2018-04-20 Thread Baptiste Jonglez
Hi,

My proposal was basically « here is a possibly cheap opportunity for a
nice new build server ».  If it turns out that it requires more work to
support and that we can afford renting a commercial server, or that we
actually don't need a new build server, it's fine.

On 19-04-18, Florian Pritz via arch-dev-public wrote:
> We already have a second build server (sgp.pkgbuild.com) which is hardly
> used.

I always thought that sgp would be much slower because of I/O (soyuz
builds everything in a ramfs, while sgp.pkgbuild.com does not).

But after testing, it turns out that the difference is not that big: for
community/coq, it takes around 7 minutes to build on soyuz and around 8
minutes on sgp.pkgbuild.com.

> Souyz is really used quite a bit, but in general it has quite some
> resources left to spare. I guess it depends on what you want and when.
> Do you want to get builds done quickly (like on a local machine) or are
> you happy with waiting until the machine is free? Maybe someone wants to
> work on a system that allows to pause builds if people don't care when
> they finish so that those that want them done quickly get priority? That
> way we could possibly use our available resources better. Maybe it's
> even as simple as queuing builds, but I don't know how long the builds
> that people run on soyuz take. If a single build takes an hour, queuing
> won't really work.

Running several builds simultaneously is often not an issue, because many
build steps are sequential (installing dependencies, final compression...).
So simultaneous builds of small packages won't slow each other down.

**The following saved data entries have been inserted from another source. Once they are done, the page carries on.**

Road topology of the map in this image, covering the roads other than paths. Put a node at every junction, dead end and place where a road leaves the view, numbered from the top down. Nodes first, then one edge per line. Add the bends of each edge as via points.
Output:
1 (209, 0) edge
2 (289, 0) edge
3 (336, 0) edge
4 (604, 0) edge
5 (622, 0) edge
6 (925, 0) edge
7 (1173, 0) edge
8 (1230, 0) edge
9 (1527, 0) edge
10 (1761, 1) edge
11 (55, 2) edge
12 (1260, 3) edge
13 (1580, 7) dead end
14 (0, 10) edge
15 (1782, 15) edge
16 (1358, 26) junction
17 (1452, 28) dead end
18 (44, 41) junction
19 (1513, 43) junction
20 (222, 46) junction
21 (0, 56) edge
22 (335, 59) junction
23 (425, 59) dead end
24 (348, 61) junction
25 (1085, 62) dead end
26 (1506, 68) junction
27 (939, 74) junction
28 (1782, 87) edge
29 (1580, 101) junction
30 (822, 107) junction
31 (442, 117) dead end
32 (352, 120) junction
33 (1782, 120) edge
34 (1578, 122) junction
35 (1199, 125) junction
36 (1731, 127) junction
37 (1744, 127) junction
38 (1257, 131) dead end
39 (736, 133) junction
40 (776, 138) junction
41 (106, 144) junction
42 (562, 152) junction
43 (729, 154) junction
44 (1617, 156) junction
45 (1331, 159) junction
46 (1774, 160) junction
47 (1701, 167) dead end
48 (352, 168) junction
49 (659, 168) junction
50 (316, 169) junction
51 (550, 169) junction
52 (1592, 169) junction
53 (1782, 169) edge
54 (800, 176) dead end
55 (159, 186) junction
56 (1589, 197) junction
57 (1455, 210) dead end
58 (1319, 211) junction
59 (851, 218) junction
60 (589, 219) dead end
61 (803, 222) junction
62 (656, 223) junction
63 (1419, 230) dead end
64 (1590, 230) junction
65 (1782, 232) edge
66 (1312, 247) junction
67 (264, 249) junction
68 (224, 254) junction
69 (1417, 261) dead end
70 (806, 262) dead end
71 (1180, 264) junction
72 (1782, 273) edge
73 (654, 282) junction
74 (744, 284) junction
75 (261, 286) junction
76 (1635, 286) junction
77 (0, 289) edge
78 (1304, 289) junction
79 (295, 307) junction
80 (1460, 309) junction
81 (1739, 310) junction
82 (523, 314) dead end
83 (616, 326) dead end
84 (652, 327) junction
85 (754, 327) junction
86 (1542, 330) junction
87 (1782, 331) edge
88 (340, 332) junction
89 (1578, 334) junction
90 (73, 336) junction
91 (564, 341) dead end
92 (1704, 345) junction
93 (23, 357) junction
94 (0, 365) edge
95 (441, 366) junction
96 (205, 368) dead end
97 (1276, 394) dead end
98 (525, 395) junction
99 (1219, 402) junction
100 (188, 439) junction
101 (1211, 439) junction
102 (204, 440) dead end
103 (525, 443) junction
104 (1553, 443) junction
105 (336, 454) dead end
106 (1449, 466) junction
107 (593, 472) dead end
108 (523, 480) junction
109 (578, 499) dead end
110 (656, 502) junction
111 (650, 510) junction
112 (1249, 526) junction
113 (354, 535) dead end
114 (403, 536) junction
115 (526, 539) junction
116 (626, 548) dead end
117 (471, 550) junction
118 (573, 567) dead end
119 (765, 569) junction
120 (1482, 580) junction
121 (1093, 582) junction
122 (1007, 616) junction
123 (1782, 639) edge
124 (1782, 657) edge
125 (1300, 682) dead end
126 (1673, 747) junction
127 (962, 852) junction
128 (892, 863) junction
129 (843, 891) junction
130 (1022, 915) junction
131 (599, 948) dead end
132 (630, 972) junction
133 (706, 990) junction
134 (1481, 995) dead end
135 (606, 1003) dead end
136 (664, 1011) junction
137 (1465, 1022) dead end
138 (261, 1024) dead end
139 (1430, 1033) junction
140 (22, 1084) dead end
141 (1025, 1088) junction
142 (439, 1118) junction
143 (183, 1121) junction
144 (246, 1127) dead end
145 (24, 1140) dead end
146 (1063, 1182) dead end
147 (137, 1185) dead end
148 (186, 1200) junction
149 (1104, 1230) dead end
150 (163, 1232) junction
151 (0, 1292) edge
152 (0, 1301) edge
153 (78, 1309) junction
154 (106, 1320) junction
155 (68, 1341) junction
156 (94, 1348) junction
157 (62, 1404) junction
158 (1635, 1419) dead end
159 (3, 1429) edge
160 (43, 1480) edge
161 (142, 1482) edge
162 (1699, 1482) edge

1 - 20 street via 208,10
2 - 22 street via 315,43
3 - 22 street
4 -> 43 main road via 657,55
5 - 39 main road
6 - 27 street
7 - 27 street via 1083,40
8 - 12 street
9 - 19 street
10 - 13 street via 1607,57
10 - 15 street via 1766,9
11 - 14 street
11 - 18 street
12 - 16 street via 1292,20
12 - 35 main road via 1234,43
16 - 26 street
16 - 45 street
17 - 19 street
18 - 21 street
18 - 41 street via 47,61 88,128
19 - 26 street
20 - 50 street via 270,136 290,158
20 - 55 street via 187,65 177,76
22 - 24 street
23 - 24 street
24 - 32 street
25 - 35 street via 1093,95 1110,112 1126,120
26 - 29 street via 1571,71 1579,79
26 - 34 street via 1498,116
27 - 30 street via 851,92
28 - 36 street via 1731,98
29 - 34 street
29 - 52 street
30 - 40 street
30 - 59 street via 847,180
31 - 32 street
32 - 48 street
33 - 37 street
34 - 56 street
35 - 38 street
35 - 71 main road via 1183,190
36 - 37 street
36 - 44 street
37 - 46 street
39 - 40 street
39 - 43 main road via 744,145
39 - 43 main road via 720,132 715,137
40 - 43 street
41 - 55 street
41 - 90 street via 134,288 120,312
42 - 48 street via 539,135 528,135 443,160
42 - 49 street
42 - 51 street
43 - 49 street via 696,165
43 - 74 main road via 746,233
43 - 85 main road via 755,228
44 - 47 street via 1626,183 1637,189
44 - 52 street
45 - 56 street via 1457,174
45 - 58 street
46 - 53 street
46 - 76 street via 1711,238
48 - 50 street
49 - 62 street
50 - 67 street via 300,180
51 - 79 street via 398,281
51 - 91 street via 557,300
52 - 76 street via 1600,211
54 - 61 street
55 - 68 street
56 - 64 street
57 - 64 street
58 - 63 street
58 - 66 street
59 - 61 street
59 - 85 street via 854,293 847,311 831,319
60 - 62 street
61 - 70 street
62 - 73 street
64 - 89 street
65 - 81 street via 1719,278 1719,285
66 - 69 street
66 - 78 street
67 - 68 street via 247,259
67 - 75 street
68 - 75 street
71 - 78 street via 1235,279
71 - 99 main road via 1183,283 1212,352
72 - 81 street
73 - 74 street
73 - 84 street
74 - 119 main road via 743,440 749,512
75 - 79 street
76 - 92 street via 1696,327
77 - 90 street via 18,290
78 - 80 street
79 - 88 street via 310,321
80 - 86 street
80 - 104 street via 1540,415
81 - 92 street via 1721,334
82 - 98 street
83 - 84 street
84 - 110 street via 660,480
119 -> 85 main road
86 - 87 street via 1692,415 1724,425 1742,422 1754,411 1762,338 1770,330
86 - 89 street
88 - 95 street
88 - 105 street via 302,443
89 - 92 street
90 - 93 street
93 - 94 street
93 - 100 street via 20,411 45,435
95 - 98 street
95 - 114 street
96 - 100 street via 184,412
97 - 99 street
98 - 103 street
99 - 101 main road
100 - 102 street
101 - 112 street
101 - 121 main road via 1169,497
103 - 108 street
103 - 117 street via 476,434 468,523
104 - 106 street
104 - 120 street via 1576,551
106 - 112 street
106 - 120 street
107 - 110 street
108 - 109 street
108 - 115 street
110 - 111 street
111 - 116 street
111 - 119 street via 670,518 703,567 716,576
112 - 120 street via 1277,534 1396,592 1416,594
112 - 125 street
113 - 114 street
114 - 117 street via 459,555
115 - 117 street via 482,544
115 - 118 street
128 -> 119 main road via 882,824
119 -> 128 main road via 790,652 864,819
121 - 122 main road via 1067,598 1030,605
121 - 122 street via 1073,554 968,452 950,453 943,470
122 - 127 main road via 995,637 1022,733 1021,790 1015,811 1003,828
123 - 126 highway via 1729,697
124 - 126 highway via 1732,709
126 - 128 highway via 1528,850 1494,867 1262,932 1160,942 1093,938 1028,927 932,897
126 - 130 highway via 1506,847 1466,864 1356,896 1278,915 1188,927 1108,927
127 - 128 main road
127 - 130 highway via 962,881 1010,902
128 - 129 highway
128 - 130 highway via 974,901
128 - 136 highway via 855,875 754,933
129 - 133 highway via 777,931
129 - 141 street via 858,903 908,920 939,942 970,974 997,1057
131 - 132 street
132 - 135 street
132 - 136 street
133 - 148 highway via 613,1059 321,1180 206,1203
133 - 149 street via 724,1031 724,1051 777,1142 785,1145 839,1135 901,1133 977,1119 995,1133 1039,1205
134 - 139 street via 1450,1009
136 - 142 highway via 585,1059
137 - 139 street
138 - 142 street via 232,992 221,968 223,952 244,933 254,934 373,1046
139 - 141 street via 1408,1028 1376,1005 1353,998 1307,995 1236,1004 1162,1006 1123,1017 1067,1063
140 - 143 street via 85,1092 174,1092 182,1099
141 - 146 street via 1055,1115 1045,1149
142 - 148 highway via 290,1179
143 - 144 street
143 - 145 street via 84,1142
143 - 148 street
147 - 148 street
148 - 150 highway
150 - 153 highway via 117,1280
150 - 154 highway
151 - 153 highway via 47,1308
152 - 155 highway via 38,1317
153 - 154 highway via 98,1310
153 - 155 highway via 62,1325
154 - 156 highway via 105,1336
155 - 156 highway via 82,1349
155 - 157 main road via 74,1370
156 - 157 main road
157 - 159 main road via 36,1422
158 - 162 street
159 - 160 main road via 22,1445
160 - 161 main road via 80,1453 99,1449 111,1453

It becomes an issue when one of the package being built is huge and well
parallelised (chromium, llvm, libreoffice...).  In that case, a second
package build is really slowed down.

The new machine with 32 threads would be nice on that perspective, because
we could build each package with e.g. -j20 and still get good performance
with simultaneous builds.

> Some feedback on how people use soyuz would probably help a lot here.
> What are your build times, how quickly do you want the result, do you
> need to see live output, does the latency to the machine matter
> (interactive usage?), ...?

I use soyuz mostly interactively: I have a script that copies the sources
to soyuz, builds through SSH, then copies back the built packages.  I do
often look at the output, and I expect a build to take a couple of minutes
at most.

Maybe we should just nice our builds when they are big and we don't care
about the extra runtime:

nice -n10 extra-x86_64-build

> Regarding the OSUOSL idea: I'm slightly against getting machines from
> yet another organisation. While it doesn't matter much during normal
> operation, fixing problems is usually more difficult because things like
> getting a live system booted, getting serial console access or even just
> getting support are often not easily possible when servers are hosted at
> companies that don't see hosting as a core goal. We've had this happen
> before and it's not great. I don't know what the situation is for this
> offer, but let's not rush into creating even more work for us.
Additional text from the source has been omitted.